### Data shown
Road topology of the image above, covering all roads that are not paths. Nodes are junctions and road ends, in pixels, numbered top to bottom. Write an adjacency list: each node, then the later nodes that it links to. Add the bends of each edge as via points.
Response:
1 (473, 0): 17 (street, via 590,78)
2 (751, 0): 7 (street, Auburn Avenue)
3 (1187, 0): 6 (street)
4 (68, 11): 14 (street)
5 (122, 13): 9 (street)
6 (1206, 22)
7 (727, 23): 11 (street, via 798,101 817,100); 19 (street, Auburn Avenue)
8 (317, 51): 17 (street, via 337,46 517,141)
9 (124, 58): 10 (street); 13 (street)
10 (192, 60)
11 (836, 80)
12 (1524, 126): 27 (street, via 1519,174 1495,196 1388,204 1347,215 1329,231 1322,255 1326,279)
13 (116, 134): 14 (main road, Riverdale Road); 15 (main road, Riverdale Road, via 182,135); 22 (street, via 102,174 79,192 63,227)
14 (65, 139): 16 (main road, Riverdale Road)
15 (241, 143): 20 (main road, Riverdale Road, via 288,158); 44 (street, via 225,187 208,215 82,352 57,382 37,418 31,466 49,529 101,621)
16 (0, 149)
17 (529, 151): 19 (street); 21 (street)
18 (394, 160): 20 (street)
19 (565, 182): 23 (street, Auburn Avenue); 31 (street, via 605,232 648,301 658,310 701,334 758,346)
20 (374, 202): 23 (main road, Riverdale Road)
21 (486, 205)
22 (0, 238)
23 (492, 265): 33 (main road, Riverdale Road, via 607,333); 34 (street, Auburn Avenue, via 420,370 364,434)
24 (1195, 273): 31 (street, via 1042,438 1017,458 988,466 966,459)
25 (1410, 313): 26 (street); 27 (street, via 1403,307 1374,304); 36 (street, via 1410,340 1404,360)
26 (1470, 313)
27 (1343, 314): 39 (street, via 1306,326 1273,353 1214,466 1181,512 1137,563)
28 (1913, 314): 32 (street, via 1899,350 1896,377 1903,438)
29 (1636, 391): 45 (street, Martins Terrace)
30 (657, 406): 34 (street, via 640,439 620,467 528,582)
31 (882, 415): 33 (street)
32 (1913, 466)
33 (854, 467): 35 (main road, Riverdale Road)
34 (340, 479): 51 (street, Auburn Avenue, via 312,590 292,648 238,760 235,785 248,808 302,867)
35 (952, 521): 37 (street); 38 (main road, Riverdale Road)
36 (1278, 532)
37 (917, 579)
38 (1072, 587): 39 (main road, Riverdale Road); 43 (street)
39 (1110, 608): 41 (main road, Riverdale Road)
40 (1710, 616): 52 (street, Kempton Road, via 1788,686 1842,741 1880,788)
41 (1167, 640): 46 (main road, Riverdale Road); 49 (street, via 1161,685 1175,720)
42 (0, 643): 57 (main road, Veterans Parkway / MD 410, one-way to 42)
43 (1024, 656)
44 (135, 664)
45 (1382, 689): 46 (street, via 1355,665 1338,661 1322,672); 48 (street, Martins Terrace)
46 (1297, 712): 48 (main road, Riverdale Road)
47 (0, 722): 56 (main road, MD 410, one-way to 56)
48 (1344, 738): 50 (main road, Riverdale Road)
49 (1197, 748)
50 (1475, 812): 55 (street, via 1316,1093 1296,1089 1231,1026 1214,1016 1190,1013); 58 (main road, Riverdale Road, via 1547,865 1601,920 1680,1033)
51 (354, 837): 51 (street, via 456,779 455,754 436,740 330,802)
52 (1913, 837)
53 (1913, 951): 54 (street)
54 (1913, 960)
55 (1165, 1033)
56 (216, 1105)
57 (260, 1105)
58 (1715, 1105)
######
Every line of the material must be returned exactly as it appears.

Road topology of the image above, covering all roads that are not paths. Nodes are junctions and road ends, in pixels, numbered top to bottom. Write an adjacency list: each node, then the later nodes that it links to. Add the bends of each edge as via points.
Response:
1 (473, 0): 17 (street, via 590,78)
2 (751, 0): 7 (street, Auburn Avenue)
3 (1187, 0): 6 (street)
4 (68, 11): 14 (street)
5 (122, 13): 9 (street)
6 (1206, 22)
7 (727, 23): 11 (street, via 798,101 817,100); 19 (street, Auburn Avenue)
8 (317, 51): 17 (street, via 337,46 517,141)
9 (124, 58): 10 (street); 13 (street)
10 (192, 60)
11 (836, 80)
12 (1524, 126): 27 (street, via 1519,174 1495,196 1388,204 1347,215 1329,231 1322,255 1326,279)
13 (116, 134): 14 (main road, Riverdale Road); 15 (main road, Riverdale Road, via 182,135); 22 (street, via 102,174 79,192 63,227)
14 (65, 139): 16 (main road, Riverdale Road)
15 (241, 143): 20 (main road, Riverdale Road, via 288,158); 44 (street, via 225,187 208,215 82,352 57,382 37,418 31,466 49,529 101,621)
16 (0, 149)
17 (529, 151): 19 (street); 21 (street)
18 (394, 160): 20 (street)
19 (565, 182): 23 (street, Auburn Avenue); 31 (street, via 605,232 648,301 658,310 701,334 758,346)
20 (374, 202): 23 (main road, Riverdale Road)
21 (486, 205)
22 (0, 238)
23 (492, 265): 33 (main road, Riverdale Road, via 607,333); 34 (street, Auburn Avenue, via 420,370 364,434)
24 (1195, 273): 31 (street, via 1042,438 1017,458 988,466 966,459)
25 (1410, 313): 26 (street); 27 (street, via 1403,307 1374,304); 36 (street, via 1410,340 1404,360)
26 (1470, 313)
27 (1343, 314): 39 (street, via 1306,326 1273,353 1214,466 1181,512 1137,563)
28 (1913, 314): 32 (street, via 1899,350 1896,377 1903,438)
29 (1636, 391): 45 (street, Martins Terrace)
30 (657, 406): 34 (street, via 640,439 620,467 528,582)
31 (882, 415): 33 (street)
32 (1913, 466)
33 (854, 467): 35 (main road, Riverdale Road)
34 (340, 479): 51 (street, Auburn Avenue, via 312,590 292,648 238,760 235,785 248,808 302,867)
35 (952, 521): 37 (street); 38 (main road, Riverdale Road)
36 (1278, 532)
37 (917, 579)
38 (1072, 587): 39 (main road, Riverdale Road); 43 (street)
39 (1110, 608): 41 (main road, Riverdale Road)
40 (1710, 616): 52 (street, Kempton Road, via 1788,686 1842,741 1880,788)
41 (1167, 640): 46 (main road, Riverdale Road); 49 (street, via 1161,685 1175,720)
42 (0, 643): 57 (main road, Veterans Parkway / MD 410, one-way to 42)
43 (1024, 656)
44 (135, 664)
45 (1382, 689): 46 (street, via 1355,665 1338,661 1322,672); 48 (street, Martins Terrace)
46 (1297, 712): 48 (main road, Riverdale Road)
47 (0, 722): 56 (main road, MD 410, one-way to 56)
48 (1344, 738): 50 (main road, Riverdale Road)
49 (1197, 748)
50 (1475, 812): 55 (street, via 1316,1093 1296,1089 1231,1026 1214,1016 1190,1013); 58 (main road, Riverdale Road, via 1547,865 1601,920 1680,1033)
51 (354, 837): 51 (street, via 456,779 455,754 436,740 330,802)
52 (1913, 837)
53 (1913, 951): 54 (street)
54 (1913, 960)
55 (1165, 1033)
56 (216, 1105)
57 (260, 1105)
58 (1715, 1105)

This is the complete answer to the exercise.